Cuando está sola se pregunta una y otra vez “¿qué diablos fue lo
que pasó?”
Desde chico su residencia fue el camino. La primera vez
la recuerda en medio de sombras. La madre lo arrastraba de un brazo
mientras llevaba a su hermana en la espalda. Su padre recogió una
olla, un par de zapatos, un vestido y una vieja cuchara de palo. Todo
lo demás se lo comió el fuego. Apresuraron la marcha cuando oyeron
los tiros, los cuales se confundían con la madera reventando en
medio de las llamas. Luego sus recuerdos se convirtieron en una
recurrencia. Fueron ocho veces antes de terminar en la ciudad. Allí
no se puede sembrar maíz para hacer la fiesta, tampoco hay yuca para
el casabe, el pumé nadie lo entiende y en la escuela no le
dejaban quitarse los zapatos para corretear en el césped. Cuando se
hizo grande se obstinó por recuperar la tierra de su padre. Un
soleado sábado de abril encaró al ganadero en medio de una campaña
política. “Devuélveme las tierras de mi gente”- le dijo.

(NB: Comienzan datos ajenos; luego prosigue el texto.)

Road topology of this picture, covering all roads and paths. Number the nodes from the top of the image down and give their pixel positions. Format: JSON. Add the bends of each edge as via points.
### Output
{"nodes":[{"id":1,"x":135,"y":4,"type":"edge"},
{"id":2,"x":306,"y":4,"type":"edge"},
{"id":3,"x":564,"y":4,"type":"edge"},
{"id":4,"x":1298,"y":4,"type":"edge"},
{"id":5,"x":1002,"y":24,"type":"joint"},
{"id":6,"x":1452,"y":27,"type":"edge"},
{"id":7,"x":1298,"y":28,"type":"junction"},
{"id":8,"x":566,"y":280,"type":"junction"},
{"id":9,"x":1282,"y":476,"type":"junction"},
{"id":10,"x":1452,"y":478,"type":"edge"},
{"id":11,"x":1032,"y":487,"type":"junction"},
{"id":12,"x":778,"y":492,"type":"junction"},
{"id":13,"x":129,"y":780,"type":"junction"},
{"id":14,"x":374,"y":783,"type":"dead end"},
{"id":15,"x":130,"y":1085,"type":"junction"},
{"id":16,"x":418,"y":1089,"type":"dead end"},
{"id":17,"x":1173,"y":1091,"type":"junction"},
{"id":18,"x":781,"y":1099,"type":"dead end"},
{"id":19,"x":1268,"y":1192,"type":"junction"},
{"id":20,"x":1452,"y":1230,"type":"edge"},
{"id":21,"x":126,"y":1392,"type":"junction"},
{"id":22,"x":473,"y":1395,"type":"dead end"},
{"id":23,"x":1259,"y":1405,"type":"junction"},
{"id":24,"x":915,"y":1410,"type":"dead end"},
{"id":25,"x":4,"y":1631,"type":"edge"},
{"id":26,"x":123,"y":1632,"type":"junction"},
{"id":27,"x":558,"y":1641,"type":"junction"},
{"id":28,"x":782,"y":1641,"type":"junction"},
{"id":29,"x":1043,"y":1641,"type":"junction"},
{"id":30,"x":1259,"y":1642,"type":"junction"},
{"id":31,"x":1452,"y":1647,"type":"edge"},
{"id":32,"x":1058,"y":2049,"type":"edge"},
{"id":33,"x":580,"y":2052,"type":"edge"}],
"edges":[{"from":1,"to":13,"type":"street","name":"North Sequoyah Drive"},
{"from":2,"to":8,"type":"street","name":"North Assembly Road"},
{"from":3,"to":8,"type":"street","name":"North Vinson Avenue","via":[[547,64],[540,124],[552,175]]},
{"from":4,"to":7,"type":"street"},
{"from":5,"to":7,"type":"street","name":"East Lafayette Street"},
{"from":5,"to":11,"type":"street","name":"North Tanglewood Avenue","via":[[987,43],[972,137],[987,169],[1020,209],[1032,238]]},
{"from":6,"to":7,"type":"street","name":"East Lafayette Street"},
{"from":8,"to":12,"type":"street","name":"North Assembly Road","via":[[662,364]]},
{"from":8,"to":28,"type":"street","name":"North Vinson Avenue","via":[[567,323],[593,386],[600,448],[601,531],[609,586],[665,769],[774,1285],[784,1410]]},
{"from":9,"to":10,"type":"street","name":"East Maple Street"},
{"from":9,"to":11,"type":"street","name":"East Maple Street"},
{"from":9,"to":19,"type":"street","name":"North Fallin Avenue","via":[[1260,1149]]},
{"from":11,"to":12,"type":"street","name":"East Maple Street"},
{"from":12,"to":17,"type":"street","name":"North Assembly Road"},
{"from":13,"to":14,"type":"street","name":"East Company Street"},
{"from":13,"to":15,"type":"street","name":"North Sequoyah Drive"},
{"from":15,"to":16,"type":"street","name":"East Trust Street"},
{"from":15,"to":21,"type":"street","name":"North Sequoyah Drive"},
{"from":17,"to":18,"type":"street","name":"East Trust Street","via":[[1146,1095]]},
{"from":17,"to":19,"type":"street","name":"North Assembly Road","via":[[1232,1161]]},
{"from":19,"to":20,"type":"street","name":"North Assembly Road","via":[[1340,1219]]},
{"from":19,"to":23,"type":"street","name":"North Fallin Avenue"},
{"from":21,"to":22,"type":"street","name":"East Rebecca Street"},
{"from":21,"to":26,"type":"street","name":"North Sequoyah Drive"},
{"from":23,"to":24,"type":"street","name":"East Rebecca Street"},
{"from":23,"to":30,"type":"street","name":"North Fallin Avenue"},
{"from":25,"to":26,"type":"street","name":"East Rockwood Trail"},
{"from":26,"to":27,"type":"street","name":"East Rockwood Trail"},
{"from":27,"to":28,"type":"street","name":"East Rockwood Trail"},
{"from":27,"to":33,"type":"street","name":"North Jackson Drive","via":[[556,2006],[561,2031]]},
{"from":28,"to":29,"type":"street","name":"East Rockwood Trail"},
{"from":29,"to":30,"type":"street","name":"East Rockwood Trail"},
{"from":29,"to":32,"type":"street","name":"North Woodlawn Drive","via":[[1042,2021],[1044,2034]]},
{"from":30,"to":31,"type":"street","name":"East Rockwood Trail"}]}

“Delincuente y ladrón” - también le dijo. Años más tarde
apareció en la prensa y la televisión. Su muerte le interesó más
a la crónica roja. Sus demandas nunca salieron en el noticiero de
las ocho.
La niña acababa de cumplir 17. La pandilla del barrio
le tenía echado el ojo desde hace tiempo. Su padre temía lo peor y
le dijo a su mujer que se iban. Eran nueve en total, el más pequeño
de los siete hijos todavía estaba en la panza. Viajaron 24 horas y
se instalaron en una pequeña ciudad fronteriza. Ambos vendían
gelatina en la plaza Bolívar. Tres meses más tarde él le dijo a su
esposa que volvería a la capital y les llamaría apenas tuviese
empleo y una casa en un barrio tranquilo. Pasaron seis meses, Matías
cumplió con buen peso sus primeras semanas de vida. La llamada no
llegó nunca y el desespero se multiplicó con cada día. La plata de
la gelatina ya no alcanzaba para nada. Ella y los siete críos
treparon en un bus de regreso. Ayer se ha cumplido un año y dos
meses que no saben nada de él. Ella quiere creer que la ha
abandonado, es infinitamente preferible a pensar que esté muerto.
Viven en una habitación de cuatro por seis. Sin perder el buen humor
afirma: “Cuando hay qué comer se come y cuando no, ni modo”.
Lo tomaron preso acusado de sublevación. En un juicio
amañado, los dirigentes de la ciudad consiguieron una condena a
muerte usando falsos testigos. Antes de llevarlo a morir lo molieron
a golpes. Sus amigos, amigas y seguidores huyeron y se escondieron
por el miedo a correr la misma suerte. Apenas su madre y un joven
asistieron a la ejecución. Falleció hacia las cuatro de la tarde.
Está enterrado en un lugar que ya nadie.